ABOUT THIS EXERCISE: Could you show each line of the records that contains the word "hand"?

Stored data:

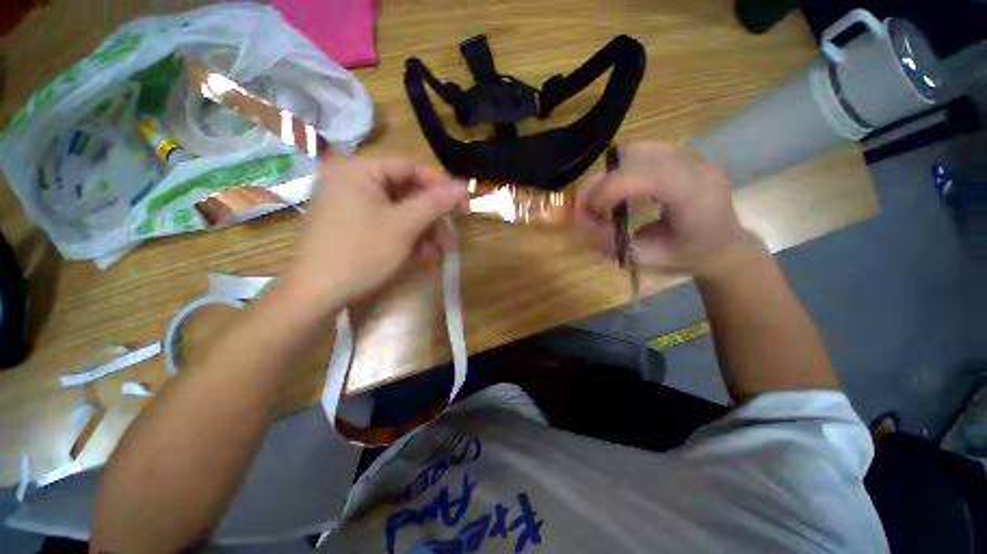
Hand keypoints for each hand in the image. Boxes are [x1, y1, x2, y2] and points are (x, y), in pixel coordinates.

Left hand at [282, 156, 465, 312]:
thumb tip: (463, 186)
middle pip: (407, 191)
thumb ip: (435, 202)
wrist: (318, 295)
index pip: (411, 167)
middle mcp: (353, 180)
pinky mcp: (352, 224)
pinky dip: (407, 238)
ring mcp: (351, 203)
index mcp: (359, 169)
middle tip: (452, 237)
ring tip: (439, 254)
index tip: (462, 206)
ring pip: (400, 211)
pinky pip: (387, 223)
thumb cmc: (362, 253)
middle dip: (433, 218)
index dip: (440, 186)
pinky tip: (423, 257)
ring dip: (424, 232)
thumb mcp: (404, 226)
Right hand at [575, 142, 762, 279]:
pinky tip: (625, 187)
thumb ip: (607, 239)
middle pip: (638, 155)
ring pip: (639, 148)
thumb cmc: (685, 256)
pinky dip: (624, 167)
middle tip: (592, 205)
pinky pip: (645, 150)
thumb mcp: (643, 257)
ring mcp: (694, 156)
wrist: (724, 245)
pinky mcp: (687, 153)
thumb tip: (576, 219)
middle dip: (605, 180)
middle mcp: (697, 168)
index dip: (610, 189)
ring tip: (608, 197)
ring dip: (613, 172)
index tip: (589, 211)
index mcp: (695, 198)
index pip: (648, 177)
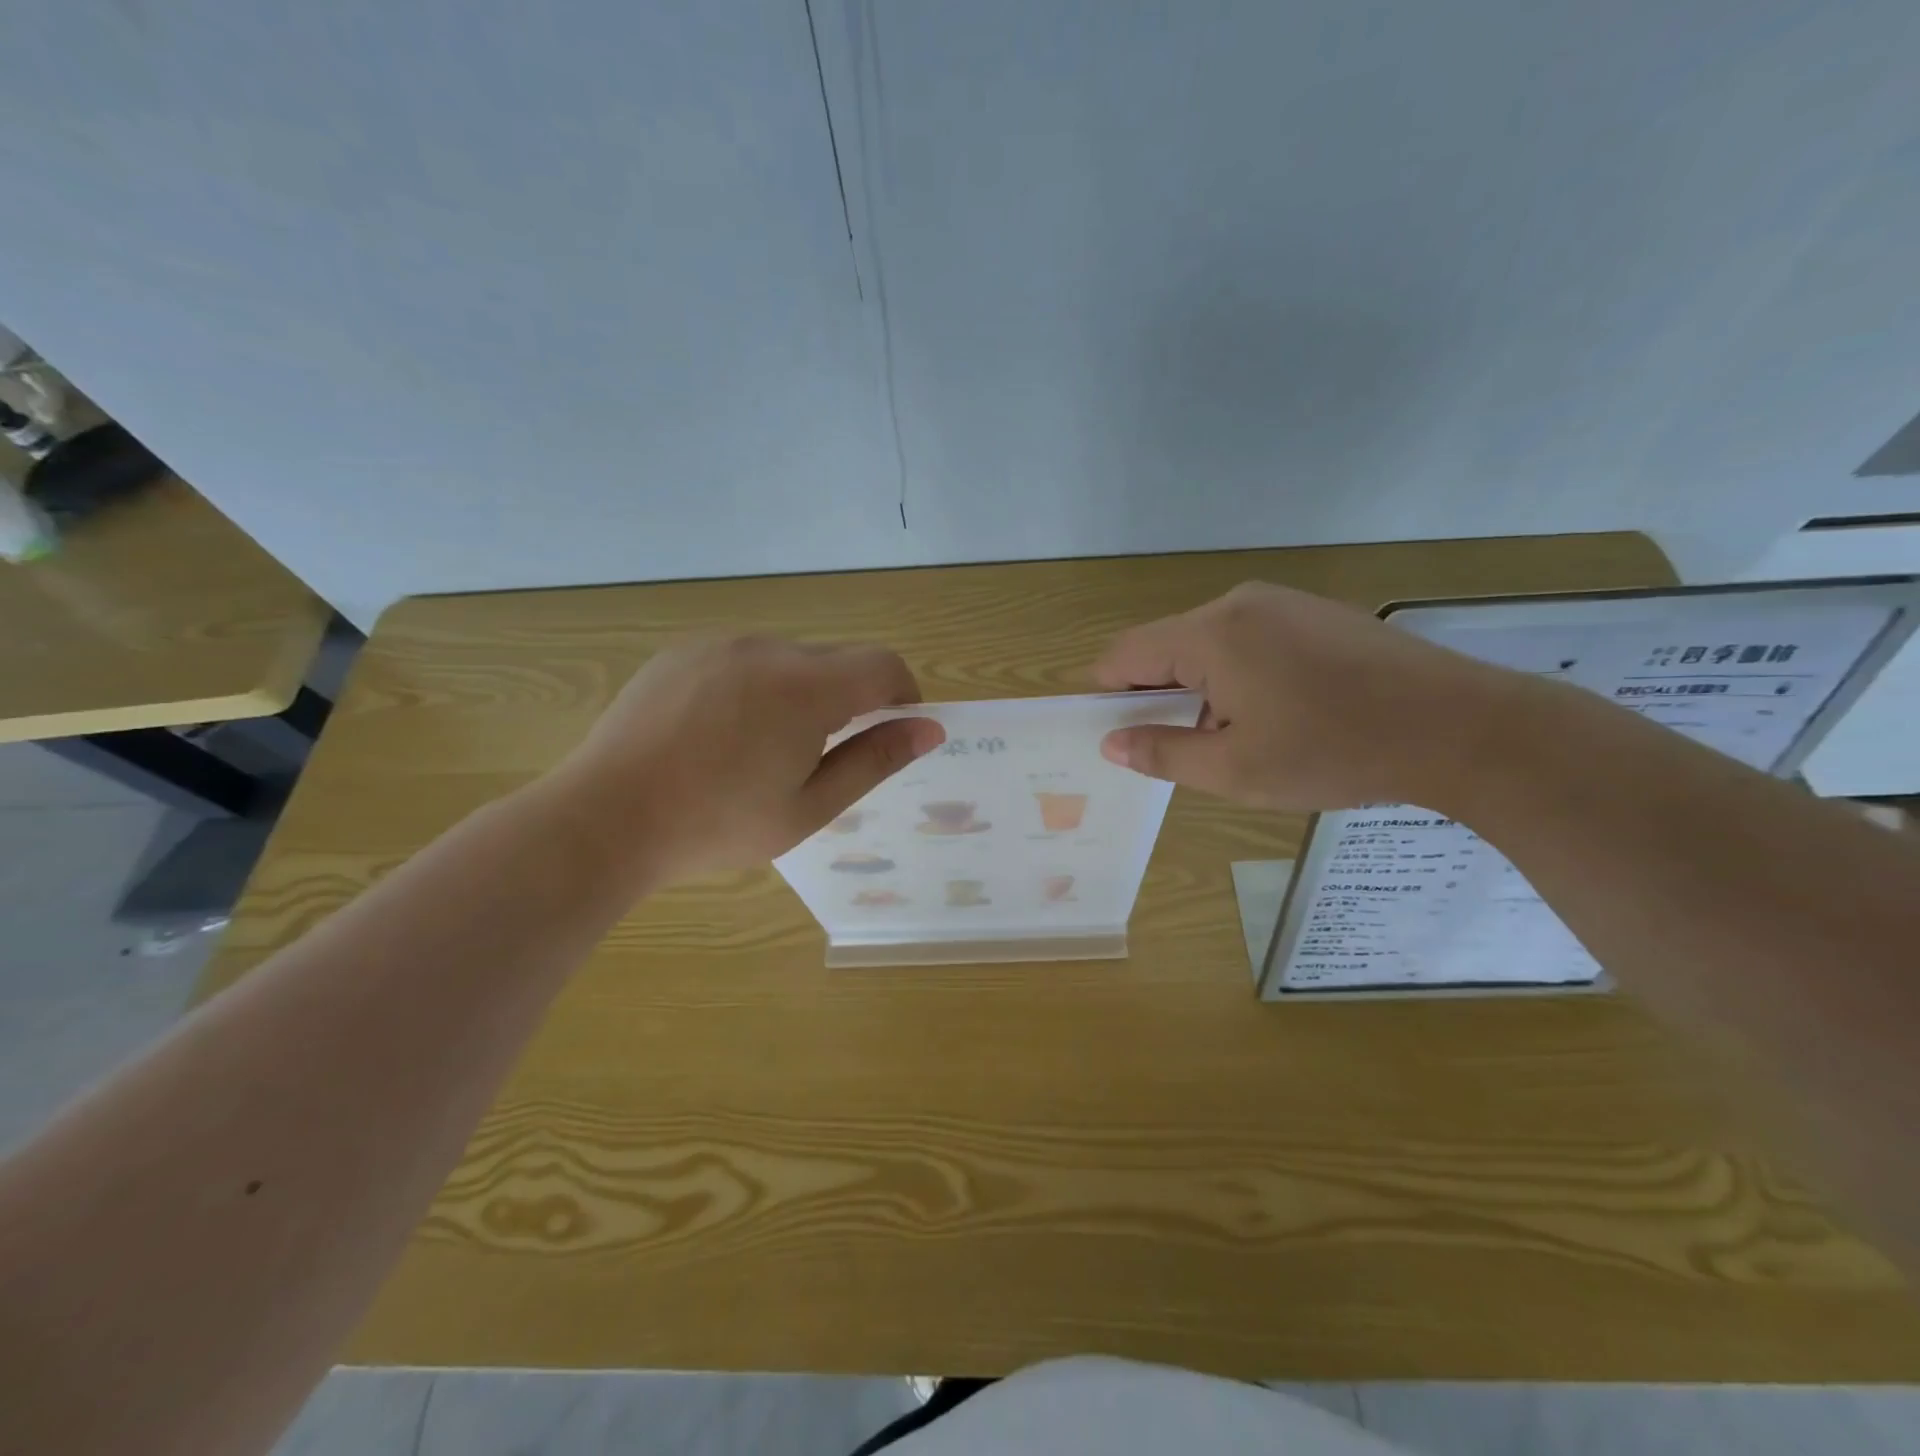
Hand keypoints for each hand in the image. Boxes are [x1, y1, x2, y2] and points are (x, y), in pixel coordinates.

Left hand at [547, 636, 943, 885]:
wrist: (605, 818)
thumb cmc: (717, 824)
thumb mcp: (809, 807)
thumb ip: (874, 761)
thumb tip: (929, 730)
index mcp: (806, 687)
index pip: (883, 666)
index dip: (903, 696)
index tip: (893, 732)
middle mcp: (767, 648)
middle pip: (838, 659)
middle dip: (851, 698)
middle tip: (823, 755)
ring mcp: (719, 644)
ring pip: (790, 658)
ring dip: (802, 691)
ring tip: (763, 749)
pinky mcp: (682, 651)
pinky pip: (743, 658)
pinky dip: (756, 685)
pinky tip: (721, 733)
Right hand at [1093, 582, 1517, 811]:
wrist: (1461, 727)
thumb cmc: (1336, 751)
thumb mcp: (1236, 769)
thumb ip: (1162, 753)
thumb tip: (1112, 743)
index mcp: (1210, 634)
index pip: (1124, 655)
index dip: (1109, 696)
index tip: (1123, 737)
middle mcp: (1237, 602)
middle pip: (1165, 646)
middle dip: (1159, 695)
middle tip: (1185, 748)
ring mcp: (1280, 601)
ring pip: (1206, 643)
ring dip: (1201, 687)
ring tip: (1238, 735)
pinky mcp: (1313, 611)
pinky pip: (1247, 638)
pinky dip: (1238, 673)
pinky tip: (1278, 711)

EXERCISE RESULT:
Hand keypoints for each hand in the image. Boxes are [x1, y1, x2, y2] and points are (x, y), in pixel coordinates.
Left hand at [282, 156, 465, 312]:
Right hand at [575, 142, 762, 279]:
Hand keypoints for each hand in the image. Boxes are [x1, y1, x2, y2] and points are (x, y), in pixel coordinates.
Left hand at [547, 636, 943, 885]:
Right hand at [1093, 582, 1517, 811]:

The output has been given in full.